Abim kapıyı açtığında Ezgi yengem içeri girdi.

"İYİ Kİ DOĞDUUNNNNN!"

Ezgi yengem sanırım gerçekten beklemiyordu ki bu kadar fazla şaşırmıştı. Oysa her sene kutlamıştık birbirimizin doğum gününü. Şu an ya yanlış tarihteydik ya da o tarihi unutmuştu.

"BUGÜN 7 HAZİRAN MI?"

"EVET BEBEĞİM!" dedi Kaya abim gülerek.

Ezgi ablanın gözleri dolmuştu. Gülümseyerek hepimize sarıldı ve teşekkür etti. Gerçekten her şeyin en iyisini hak ettiğine inanıyorum. 

..

"Bugün aşırı yoruldum." dedim yatağımıza kendimi atarken.

"Ben de bugün tuhaf bir şekilde yoruldum." dedi Karan da yanıma uzanırken.

"Senin yorulman cidden tuhaf. Kolay kolay yorulmazsın normalde fiziksel olarak. Kafanı kurcalayan bir şeyler mi var?"

"Beni çok iyi tanıyorsun ve hissediyorsun."

"Buna seviniyorum." dedim yatakta doğrulurken ve devam ettim. "Neyin var bebeğim? Ne düşünüyorsun?"

Karan doğrulup bacağıma yattı ve tavanı izlemeye başladı. Saçlarıyla oynarken sessizce konuşmasını bekledim.
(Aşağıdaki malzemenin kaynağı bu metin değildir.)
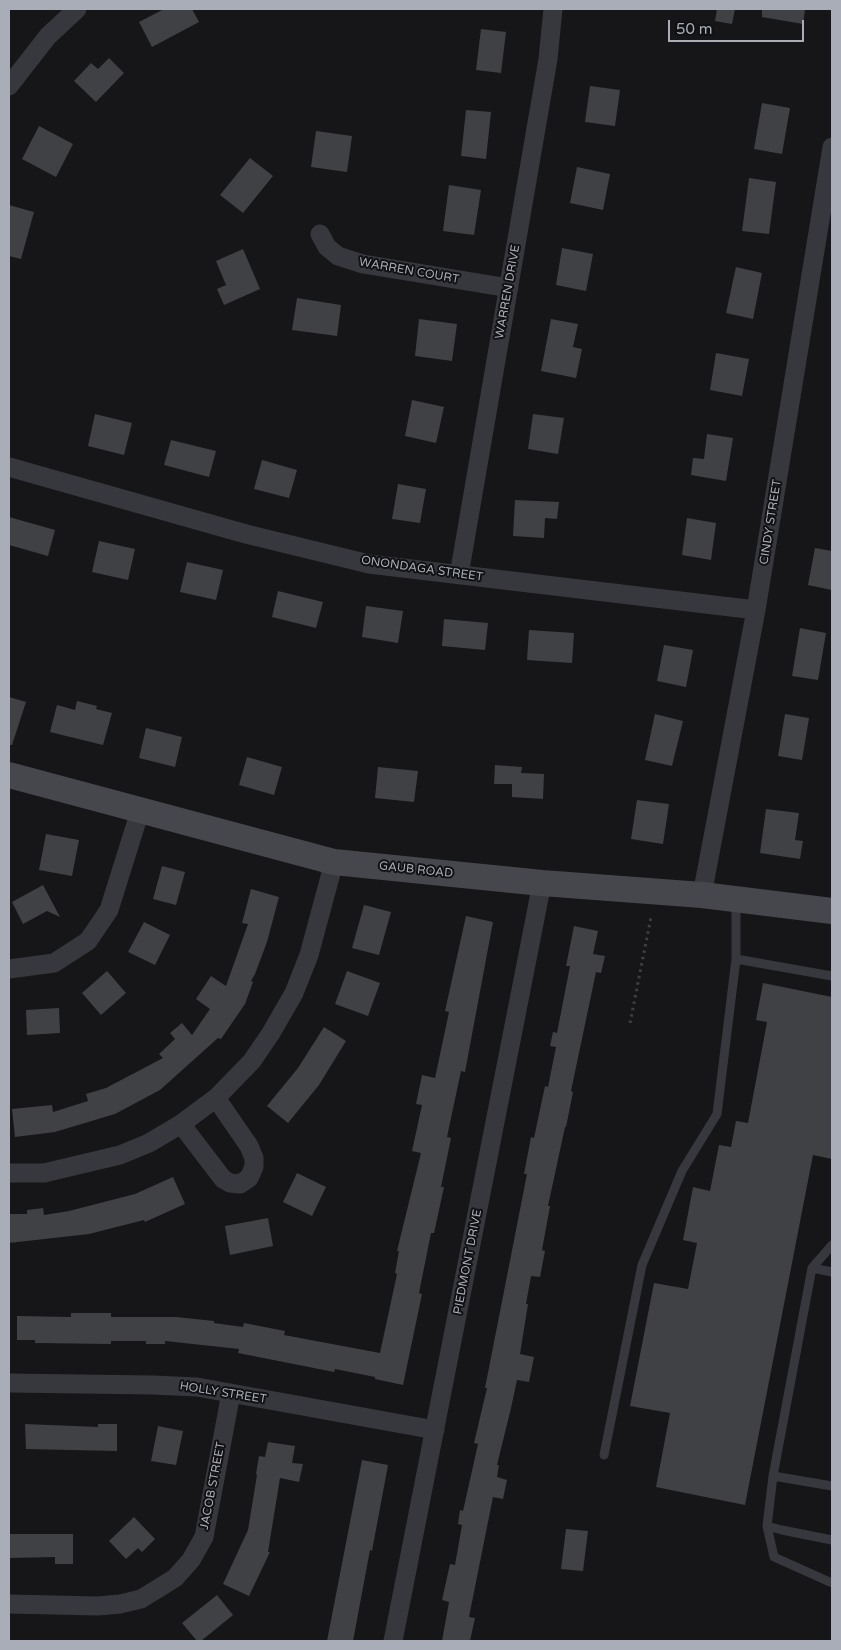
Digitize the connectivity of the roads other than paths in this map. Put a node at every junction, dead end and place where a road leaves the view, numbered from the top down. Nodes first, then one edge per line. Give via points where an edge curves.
1 (76, 9) edge
2 (553, 9) edge
3 (9, 86) edge
4 (832, 147) edge
5 (320, 234) dead end
6 (509, 288) junction
7 (9, 467) edge
8 (459, 575) junction
9 (756, 610) junction
10 (9, 775) edge
11 (140, 811) junction
12 (334, 862) junction
13 (542, 883) junction
14 (702, 895) junction
15 (736, 899) junction
16 (832, 911) edge
17 (736, 959) junction
18 (9, 969) edge
19 (832, 976) edge
20 (216, 1098) junction
21 (181, 1124) junction
22 (9, 1173) edge
23 (832, 1245) edge
24 (812, 1268) junction
25 (832, 1272) edge
26 (9, 1383) edge
27 (231, 1393) junction
28 (435, 1430) junction
29 (604, 1455) dead end
30 (773, 1476) junction
31 (832, 1486) edge
32 (767, 1526) junction
33 (832, 1540) edge
34 (832, 1582) edge
35 (9, 1604) edge
36 (393, 1641) edge

1 - 3 street via 48,36
2 - 6 street, WARREN DRIVE via 548,59
4 - 9 street, CINDY STREET
5 - 6 street, WARREN COURT via 338,256 363,264
6 - 8 street, WARREN DRIVE
7 - 8 street, ONONDAGA STREET via 246,534 369,564
8 - 9 street, ONONDAGA STREET
9 - 14 street, CINDY STREET
10 - 11 street, GAUB ROAD
11 - 12 street, GAUB ROAD
11 - 18 street via 109,910 88,941 54,963
12 - 13 street, GAUB ROAD
12 - 20 street via 309,955 294,993 252,1062
13 - 14 street, GAUB ROAD
13 - 28 street, PIEDMONT DRIVE
14 - 15 street, GAUB ROAD
15 - 16 street, GAUB ROAD
15 - 17 lane
17 - 19 lane
17 - 29 lane via 717,1114 682,1171 642,1265
20 - 21 street
20 - 21 street via 254,1158 249,1178 240,1184 223,1179
21 - 22 street via 120,1156 44,1173
23 - 24 lane
24 - 25 lane
24 - 30 lane
26 - 27 street, HOLLY STREET via 174,1385
27 - 28 street, HOLLY STREET
27 - 35 street, JACOB STREET via 204,1537 191,1560 175,1578 141,1599 120,1604
28 - 36 street, PIEDMONT DRIVE
30 - 31 lane
30 - 32 lane
32 - 33 lane
32 - 34 lane via 774,1557

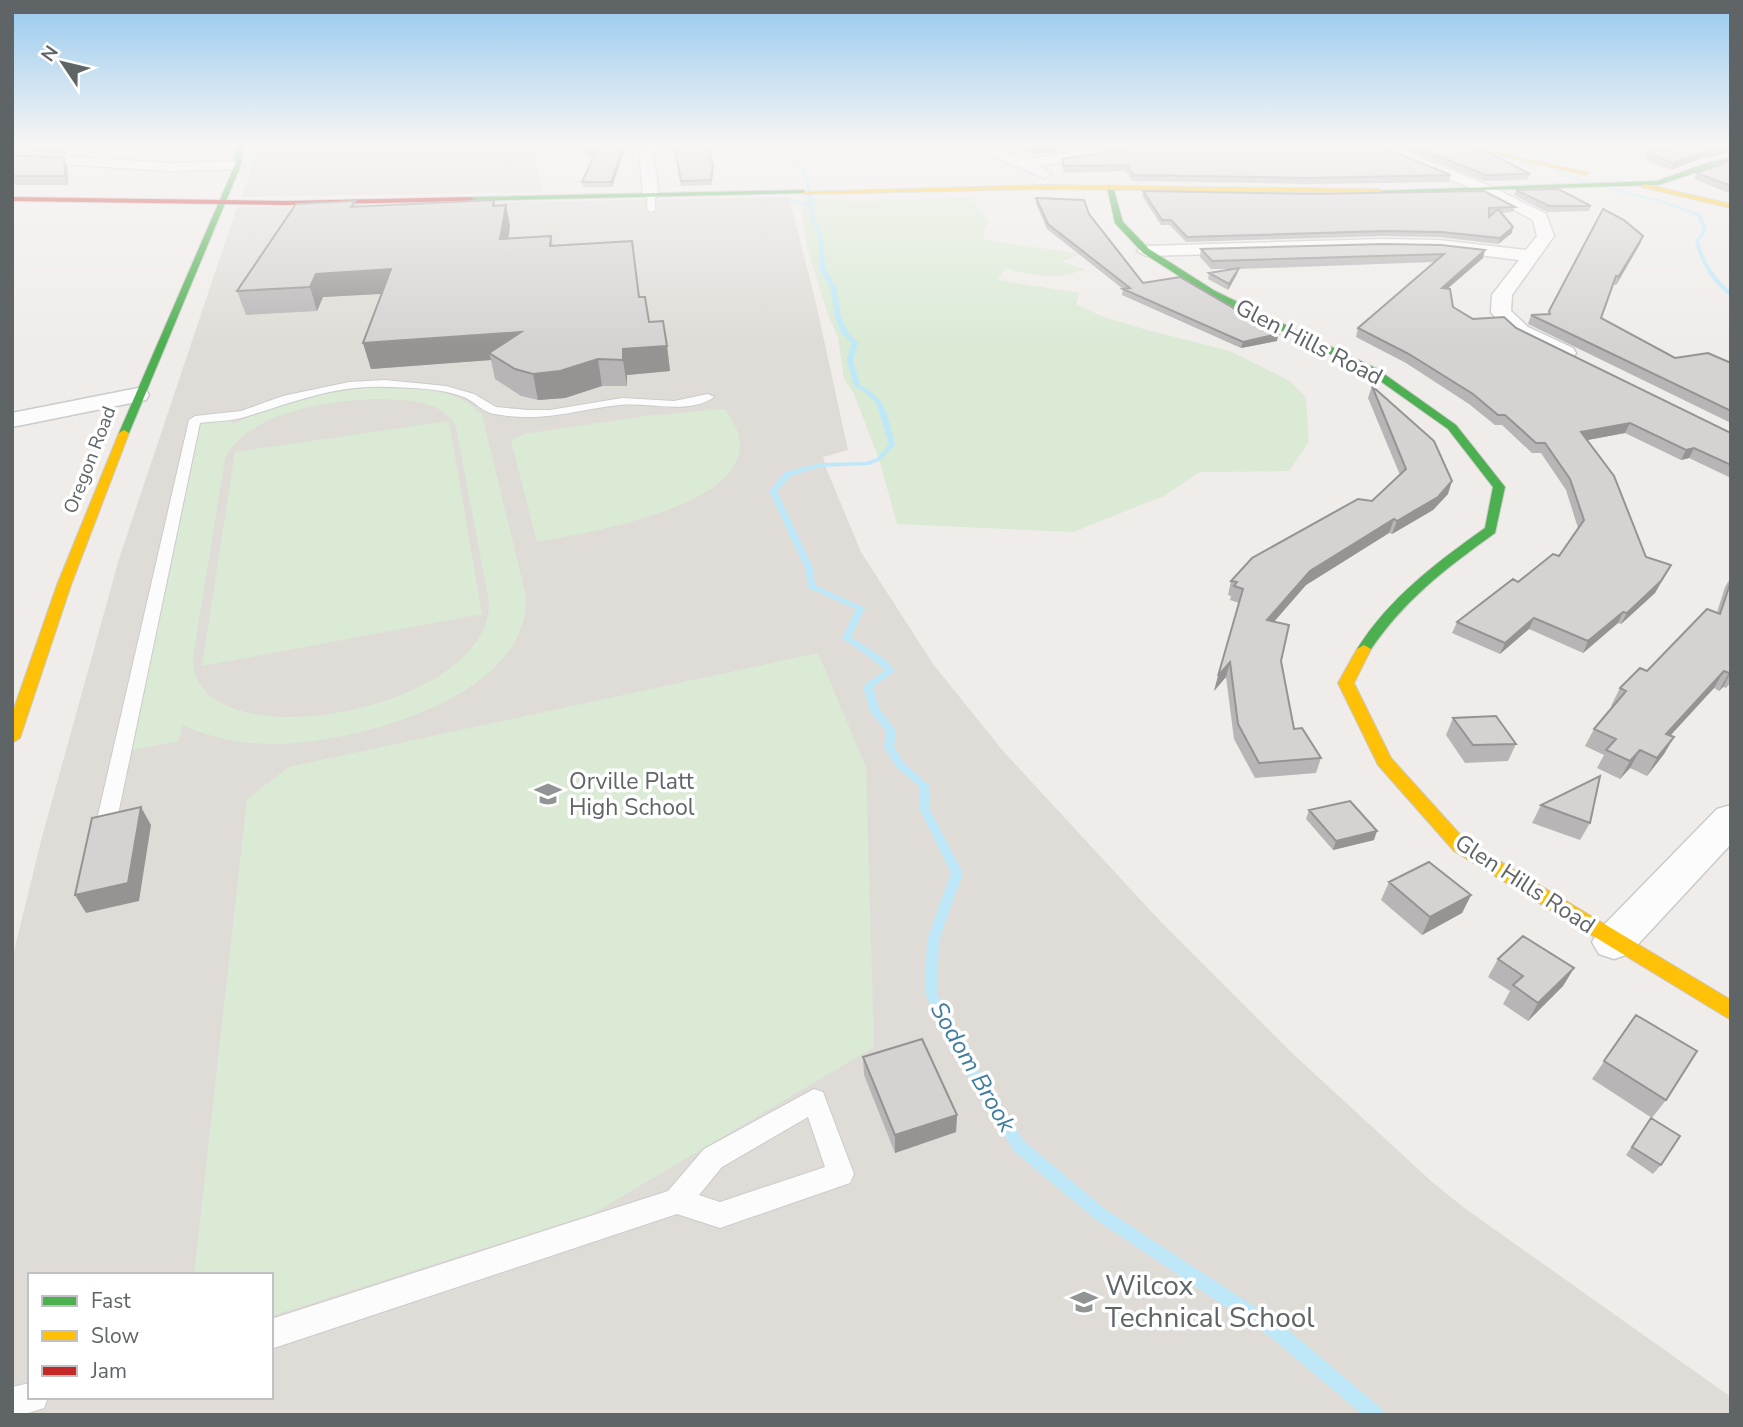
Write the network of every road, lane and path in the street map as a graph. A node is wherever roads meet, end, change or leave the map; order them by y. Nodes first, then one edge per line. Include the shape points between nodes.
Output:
1 (216, 213) edge
2 (1116, 213) edge
3 (1531, 213) edge
4 (1146, 251) junction
5 (1531, 256) junction
6 (1582, 362) edge
7 (138, 395) junction
8 (708, 397) dead end
9 (12, 420) edge
10 (12, 737) edge
11 (1731, 819) edge
12 (106, 824) edge
13 (1614, 942) junction
14 (1731, 1011) edge
15 (677, 1201) junction
16 (273, 1333) edge

1 - 7 street, Oregon Road
2 - 4 street, Glen Hills Road via 1119,223
3 - 5 street via 1540,217 1546,236
4 - 5 street via 1382,244 1439,245
4 - 13 street, Glen Hills Road via 1212,293 1373,371 1452,427 1499,487 1491,530 1434,570 1374,631 1346,683 1384,761 1460,846
5 - 6 street via 1502,295 1501,312 1521,331
7 - 9 street
7 - 10 street, Oregon Road via 64,585
8 - 12 lane via 674,404 622,401 528,414 493,410 446,389 385,383 338,387 243,414 195,420
11 - 13 street
13 - 14 street, Glen Hills Road
15 - 15 lane via 720,1215 841,1174 814,1100 713,1158
15 - 16 lane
Çünkü şu an kafasında doğru cümleleri seçmeye çalıştığını biliyordum.

"Öleceğimi hissediyorum."

"NE!?"

"Hani bazen, bazı insanlar öleceğini hisseder ya, ben öleceğimi hissediyorum."

"Karan, şu an şu cümle bile nasıl canımı yaktı anlatamam. Bu olursa n'aparım ben? Bir şey mi oldu?"

"Hayır güzelim canını yakmasın hiçbir şey. Ve bir şey olmadı, sadece içimde tuhaf bir his var. Ölmesem bile ölmekten beter olacakmışım gibi geliyor."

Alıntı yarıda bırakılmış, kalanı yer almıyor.